Au fait, ils deviennent quoi ? Dumas, Threatt, Miller, Smits & Van Exel

Shaï MamouPar Shaï Mamou Publié

On vous donne des nouvelles de cinq joueurs qui vous ont peut-être marqué dans les années 90, même s'ils n'entreront jamais au Hall of Fame.

Sedale Threatt

Petite plongée dans une période particulière de l'histoire des Los Angeles Lakers. Nous sommes en 1991 et Magic Johnson vient de choquer la planète entière en annonçant sa séropositivité et son retrait des parquets. Jerry West, le boss de la franchise, avait recruté Sedale Threatt, 30 ans, pour jouer les remplaçants derrière l'icône, avant d'apprendre la nouvelle. Threatt est un joueur respecté qui avait fait du travail apprécié entre Philadelphie, Chicago et Seattle avant de se voir offrir l'opportunité de jouer pour les Lakers. Propulsé titulaire, il aide James Worthy, Byron Scott, AC Green et Sam Perkins, entre autres, à surmonter l'absence de Magic, dans un registre différent, moins clinquant évidemment.

Après une première saison achevée au 1er tour contre Portland, il monte en régime en 1992-1993. Il réussit même dans ce contexte particulier, à devenir le second joueur de l'histoire de la franchise, après Magic Johnson, à être à la fois le meilleur marqueur (15.1 points), passeur (6.9) et intercepteur (1.7) de l'équipe sur la saison régulière. Là encore, les Angelenos ne dépassent pas le 1er tour, éliminés par les Phoenix Suns, futurs finalistes malheureux contre les Bulls.

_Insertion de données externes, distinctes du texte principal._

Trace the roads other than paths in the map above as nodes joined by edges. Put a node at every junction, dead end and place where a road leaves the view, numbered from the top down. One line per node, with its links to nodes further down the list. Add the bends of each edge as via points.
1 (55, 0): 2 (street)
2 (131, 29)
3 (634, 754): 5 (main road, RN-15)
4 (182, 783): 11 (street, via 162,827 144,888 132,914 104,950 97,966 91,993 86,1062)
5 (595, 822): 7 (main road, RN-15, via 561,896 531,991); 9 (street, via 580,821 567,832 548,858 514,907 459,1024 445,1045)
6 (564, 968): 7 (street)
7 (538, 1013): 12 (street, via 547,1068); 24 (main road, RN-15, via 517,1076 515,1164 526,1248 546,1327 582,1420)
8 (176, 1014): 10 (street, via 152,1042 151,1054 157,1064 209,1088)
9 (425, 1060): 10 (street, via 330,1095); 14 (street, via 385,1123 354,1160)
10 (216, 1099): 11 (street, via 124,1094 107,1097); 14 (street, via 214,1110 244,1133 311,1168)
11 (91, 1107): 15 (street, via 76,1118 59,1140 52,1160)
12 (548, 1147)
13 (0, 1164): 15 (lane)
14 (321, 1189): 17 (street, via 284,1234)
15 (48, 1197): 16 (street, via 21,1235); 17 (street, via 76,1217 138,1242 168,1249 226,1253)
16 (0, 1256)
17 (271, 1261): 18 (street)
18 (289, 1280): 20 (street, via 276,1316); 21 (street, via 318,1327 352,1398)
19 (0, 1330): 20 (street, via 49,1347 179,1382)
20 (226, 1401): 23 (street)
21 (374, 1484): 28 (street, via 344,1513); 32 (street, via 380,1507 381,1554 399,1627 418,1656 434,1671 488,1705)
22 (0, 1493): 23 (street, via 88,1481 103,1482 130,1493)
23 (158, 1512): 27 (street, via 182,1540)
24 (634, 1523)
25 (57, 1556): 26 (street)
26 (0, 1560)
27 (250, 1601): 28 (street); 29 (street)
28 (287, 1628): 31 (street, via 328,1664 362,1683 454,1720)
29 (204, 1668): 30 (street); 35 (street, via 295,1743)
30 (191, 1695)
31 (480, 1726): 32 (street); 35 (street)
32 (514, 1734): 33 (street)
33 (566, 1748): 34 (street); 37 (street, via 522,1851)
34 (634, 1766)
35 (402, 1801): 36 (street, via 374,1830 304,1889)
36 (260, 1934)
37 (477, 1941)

Suivra une période de transition où Threatt officiera comme vétéran pour encadrer des éléments plus jeunes comme Nick Van Exel et préparer le terrain au projet ambitieux articulé autour de Shaquille O'Neal et Kobe Bryant. Il fait parler de lui dans la presse people, pour son mariage orageux avec Nicole Plotzker, qui le quittera pour un certain Andre Young, plus connu sous le nom de... Dr Dre. On le retrouve ensuite en France, au Paris Basket, pour une pige non concluant de 3 matches, avant des expériences très oubliables en Grèce et en Suisse.

Ce qu'il est devenu

L'après carrière de Threatt n'a d'abord pas été des plus tranquilles. En 2000, il est condamné à 6 mois de prison pour ne pas s'être acquitté de diverses pensions alimentaires. Il faut dire que Threatt est le père de 14 enfants issus d'au moins cinq relations... C'est en quittant les Etats-Unis qu'il s'est progressivement refait la cerise. En compagnie de son aîné, Sedale Threatt Jr, l'ancien meneur part en Australie et monte une structure d'entraînement pour aider la progression du basket local dans les catégories de jeunes. Il y vit encore à ce jour.